Reification of non-ground programs is achieved by encoding the abstract syntax tree (AST) of an input non-ground program string into a set of ASP facts. These facts can then be used in various downstream applications where reasoning about ASP programs is required.

Reflection is the reverse operation of reification, i.e. transforming a set of facts encoding an asp program into it's string representation. This operation can be used to derive new program strings which may then e.g. be passed along to an ASP solver.

An application renopro implements which makes use of both reification and reflection is syntactic transformation of input programs using ASP itself. First the input program is reified into a set of facts. Then, these facts are combined with a user-provided meta-program which encodes the desired transformations, and passed along to clingo. Finally, the derived facts representing the transformed program are reflected back into a program string and returned to the user.

Installation

pip install renopro

Usage

The tool is separated into distinct subcommands. Each expects file paths as positional input, and defaults to reading from stdin in their absence.

For more information on command line usage, consult command line help.

$ renopro -h

reify

Reify the logic program "a." into a set of facts describing it's AST.

$ echo "a." | renopro reify > a.lp
$ cat a.lp
program("base",constants(0),statements(1)).
function(5,a,terms(6)).
symbolic_atom(4,function(5)).
literal(3,"pos",symbolic_atom(4)).
rule(2,literal(3),body_literals(7)).
statements(1,0,rule(2)).

reflect

Reflect the set of facts generated above back.

$ renopro reflect a.lp

#program base.
a.

transform

Apply an AST transformation which replaces all a symbols with a b symbol. The input and output format of the transformation can be set to reified facts or a reflected program via --input-format/-i and --output-format/-o, respectively.

$ echo "ast(delete(function(Id,a,Terms));add(function(Id,b,Terms))) :- function(Id,a,Terms)." > meta.lp
$ echo "a." | renopro transform -m meta.lp
#program base.
b.
$ renopro transform a.lp --input-format reified -m meta.lp
#program base.
b.
$ echo "a." | renopro transform --output-format reified -m meta.lp
function(5,b,terms(6)).
literal(3,"pos",symbolic_atom(4)).
program("base",constants(0),statements(1)).
rule(2,literal(3),body_literals(7)).
statements(1,0,rule(2)).
symbolic_atom(4,function(5)).

Development

To improve code quality, we run linters, type checkers, and unit tests. The tools can be run using nox. We recommend installing nox using pipx to have it available globally:

python -m pip install pipx
python -m pipx install nox
nox

You can invoke nox -s to run individual sessions. For example, to install your package into a virtual environment and run your test suite, invoke:

nox -s test

We also provide a nox session that creates an environment for development. The project is installed in editable mode into this environment along with linting, type checking and formatting tools. Activating it allows your editor of choice to access these tools for, e.g., linting and autocompletion.

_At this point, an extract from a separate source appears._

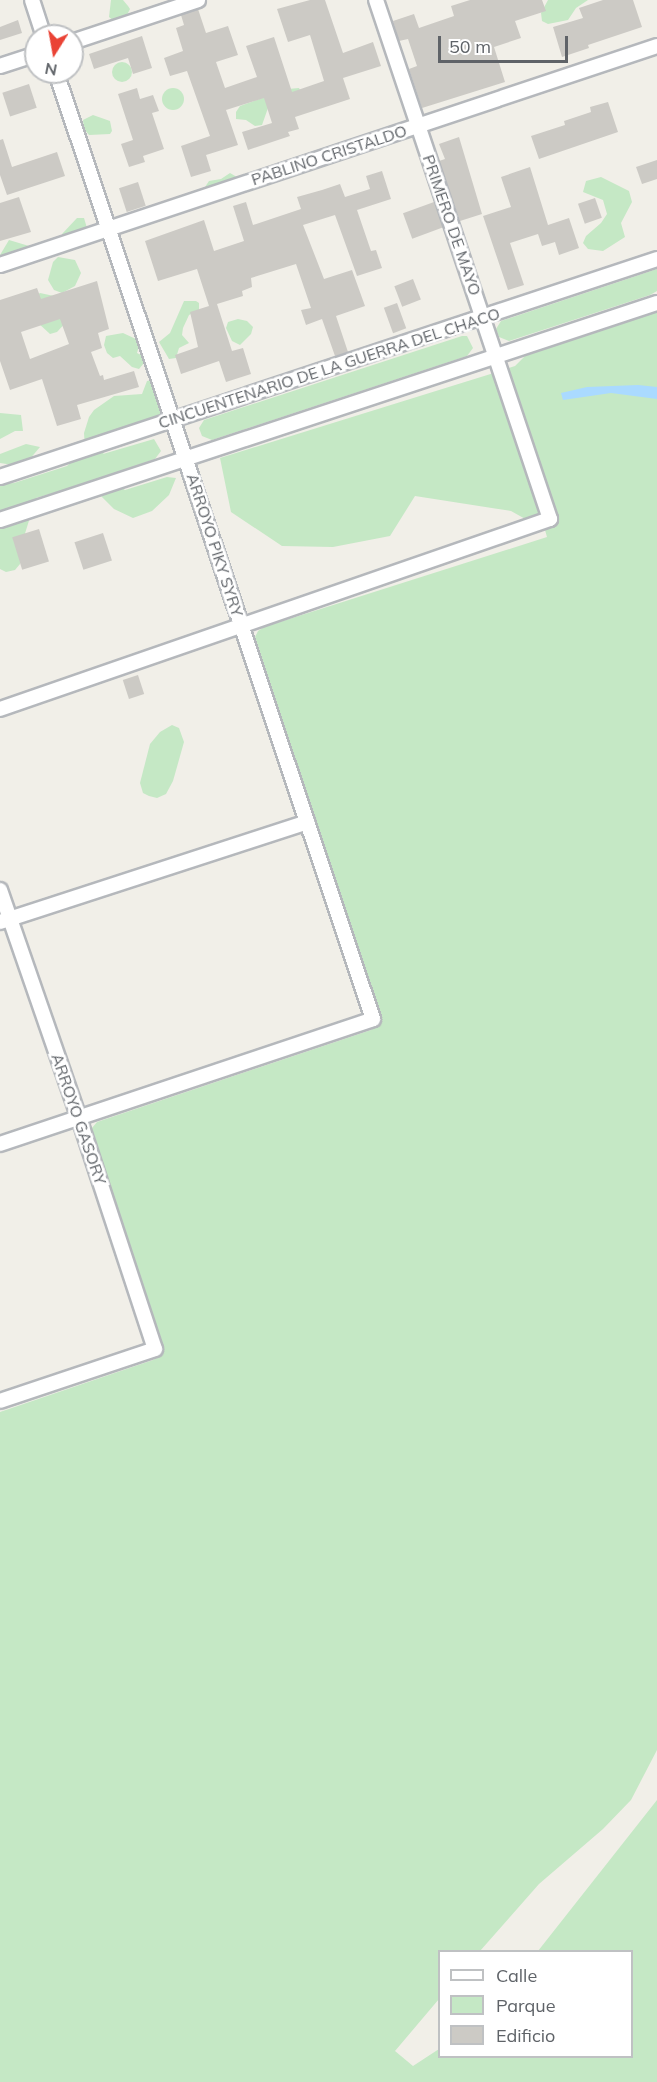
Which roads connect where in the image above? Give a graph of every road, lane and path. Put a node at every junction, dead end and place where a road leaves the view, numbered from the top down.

To create and then activate virtual environment run:

nox -s dev
source .nox/dev/bin/activate

Furthermore, we provide individual sessions to easily run linting, type checking and formatting via nox. These also create editable installs. So you can safely skip the recreation of the virtual environment and reinstallation of your package in subsequent runs by passing the -R command line argument. For example, to auto-format your code using black, run:

nox -Rs format -- check
nox -Rs format

The former command allows you to inspect changes before applying them.

Note that editable installs have some caveats. In case there are issues, try recreating environments by dropping the -R option. If your project is incompatible with editable installs, adjust the noxfile.py to disable them.

We also provide a pre-commit config to automate this process. It can be set up using the following commands:

python -m pipx install pre-commit
pre-commit install

This blackens the source code whenever git commit is used.